Stock rebound on TiVo wish list

YouTube pickup adds fuel to Google, Netflix big in October

Enjoying its best month in three years, the Nasdaq rose 4.8% in October, though it was a mixed bag for the stocks of new-media companies.

Among those leading to the downside were shares of TiVo Inc., down 15.8% for the month, and XM Satellite Radio, down 9.6%.

TiVo stock has been sliding for seven weeks, since one judge stayed another's injunction order against EchoStar Communications Corp.'s Dish satellite TV network, ordering it to disable more than 3 million DVRs that a court has said infringe TiVo's patents.

The stay could delay for 18 months or more any benefit to TiVo for its hard-fought court victory this year over EchoStar.

"TiVo argued to the federal court that if the injunction didn't go into effect immediately, it would not survive as a company. And it didn't get the immediate injunction," said Harold McElhinny, EchoStar's lead trial counsel.

As for XM — and Sirius Satellite Radio as well — their stocks might be suffering in part because of renegotiations over royalties that the companies must pay to the music industry. Their current agreements expire this year.

They pay 7% of their revenue now, which Banc of America analyst Jonathan Jacoby estimates would amount to a combined $384 million that the companies would owe in music royalties for 2010. But if the rate goes to 9%, they would owe an additional $110 million.

Many observers argue that it is not the additional money that is spooking investors but the uncertainty about expiring agreements and not knowing what the new arrangements will bring.
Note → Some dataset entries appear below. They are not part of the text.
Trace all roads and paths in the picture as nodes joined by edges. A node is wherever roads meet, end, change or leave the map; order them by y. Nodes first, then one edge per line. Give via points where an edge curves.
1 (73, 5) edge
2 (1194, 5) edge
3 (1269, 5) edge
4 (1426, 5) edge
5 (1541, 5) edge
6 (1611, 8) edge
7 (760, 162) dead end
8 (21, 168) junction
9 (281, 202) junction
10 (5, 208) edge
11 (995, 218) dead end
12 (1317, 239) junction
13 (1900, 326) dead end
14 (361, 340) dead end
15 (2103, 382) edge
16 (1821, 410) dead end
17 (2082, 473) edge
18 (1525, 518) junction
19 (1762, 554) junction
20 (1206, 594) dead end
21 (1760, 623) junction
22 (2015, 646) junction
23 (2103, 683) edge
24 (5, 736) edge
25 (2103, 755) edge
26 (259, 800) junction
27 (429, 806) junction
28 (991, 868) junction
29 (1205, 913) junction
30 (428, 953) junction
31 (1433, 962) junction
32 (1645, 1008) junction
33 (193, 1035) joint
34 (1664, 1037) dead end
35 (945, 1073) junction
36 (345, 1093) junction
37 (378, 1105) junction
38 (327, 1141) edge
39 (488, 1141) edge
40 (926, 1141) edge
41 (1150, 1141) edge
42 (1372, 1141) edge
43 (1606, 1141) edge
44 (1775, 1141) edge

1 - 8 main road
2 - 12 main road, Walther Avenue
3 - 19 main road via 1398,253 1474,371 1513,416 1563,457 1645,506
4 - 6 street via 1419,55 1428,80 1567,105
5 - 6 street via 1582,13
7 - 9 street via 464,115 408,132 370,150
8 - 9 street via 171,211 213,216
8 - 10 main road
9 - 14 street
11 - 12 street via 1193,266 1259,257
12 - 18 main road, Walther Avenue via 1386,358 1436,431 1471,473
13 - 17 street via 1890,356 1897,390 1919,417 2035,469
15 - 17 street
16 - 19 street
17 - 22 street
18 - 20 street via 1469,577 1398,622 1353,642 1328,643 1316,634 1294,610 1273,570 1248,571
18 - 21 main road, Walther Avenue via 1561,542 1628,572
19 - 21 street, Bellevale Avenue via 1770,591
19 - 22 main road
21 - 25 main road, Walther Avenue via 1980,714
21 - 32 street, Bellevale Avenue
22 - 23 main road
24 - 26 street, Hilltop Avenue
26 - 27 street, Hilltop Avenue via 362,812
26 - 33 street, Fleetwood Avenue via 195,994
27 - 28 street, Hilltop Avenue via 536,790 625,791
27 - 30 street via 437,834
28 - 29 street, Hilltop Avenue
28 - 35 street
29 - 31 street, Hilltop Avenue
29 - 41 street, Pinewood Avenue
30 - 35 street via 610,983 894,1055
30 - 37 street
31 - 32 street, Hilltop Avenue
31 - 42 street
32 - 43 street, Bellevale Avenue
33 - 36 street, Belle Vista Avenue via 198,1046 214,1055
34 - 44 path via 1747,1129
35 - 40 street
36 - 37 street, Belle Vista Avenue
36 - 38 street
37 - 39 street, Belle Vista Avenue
Jacoby recommends shares of XM, which he says trade at about a 30% discount to Sirius shares when adjusted for such things as current and future subscriber counts and projections of profitability.

But Citigroup analyst Eileen Furukawa is bullish on both stocks, arguing that so much bad news has been factored into each that they are due for a rally, especially into the holiday gift-giving season.

"We are currently forecasting the satellite (radio) industry to grow from 9 million subscribers at year-end 2005 to 51 million subscribers by year-end 2015," Furukawa said.

Sirius shares fell 2.3% last month.

Leading new-media shares higher during the frame was Netflix Inc., whose stock leapt 21.4% on a strong quarterly earnings report that bested the projections of analysts on several fronts, including the addition of 493,000 subscribers to total 5.7 million.

Google Inc. also was an overachiever, with its stock rising 18.5% during the frame, partially because of a well-received quarterly earnings report but also because Wall Street liked its decision to pay $1.65 billion to acquire viral video site YouTube.

Jefferies & Co. analyst Youssef Squali said video is "highly valued by advertisers, given its ability to more effectively convey a marketing message. Google expects YouTube to become a coveted channel for its clients, bringing it closer to Yahoo! in competition for display ad dollars, which account for roughly half of all ad dollars online."

According to comScore Video Metrix, Yahoo! streamed 812 million video clips in July compared with Google's 60 million, while YouTube streamed 649 million.

Perhaps hurt by Google's sudden thrust into Internet video, Yahoo! shares have been underperforming of late. A disappointing quarterly earnings report didn't help matters, either. But Yahoo! stock rebounded late in the month to close 4.2% higher.

BMO Capital Markets analyst Leland Westerfield reiterated his $37 price target on shares, reflecting his thesis that the stock will rise about 41% over the next year or so. He is particularly bullish on the company's Panama product.

Meanwhile, video game giant Electronic Arts, which caught a downgrade late last month from Kaufman Bros., was another laggard in October but showed signs of life as it was the top gainer Friday on The Hollywood Reporter's Showbiz 50.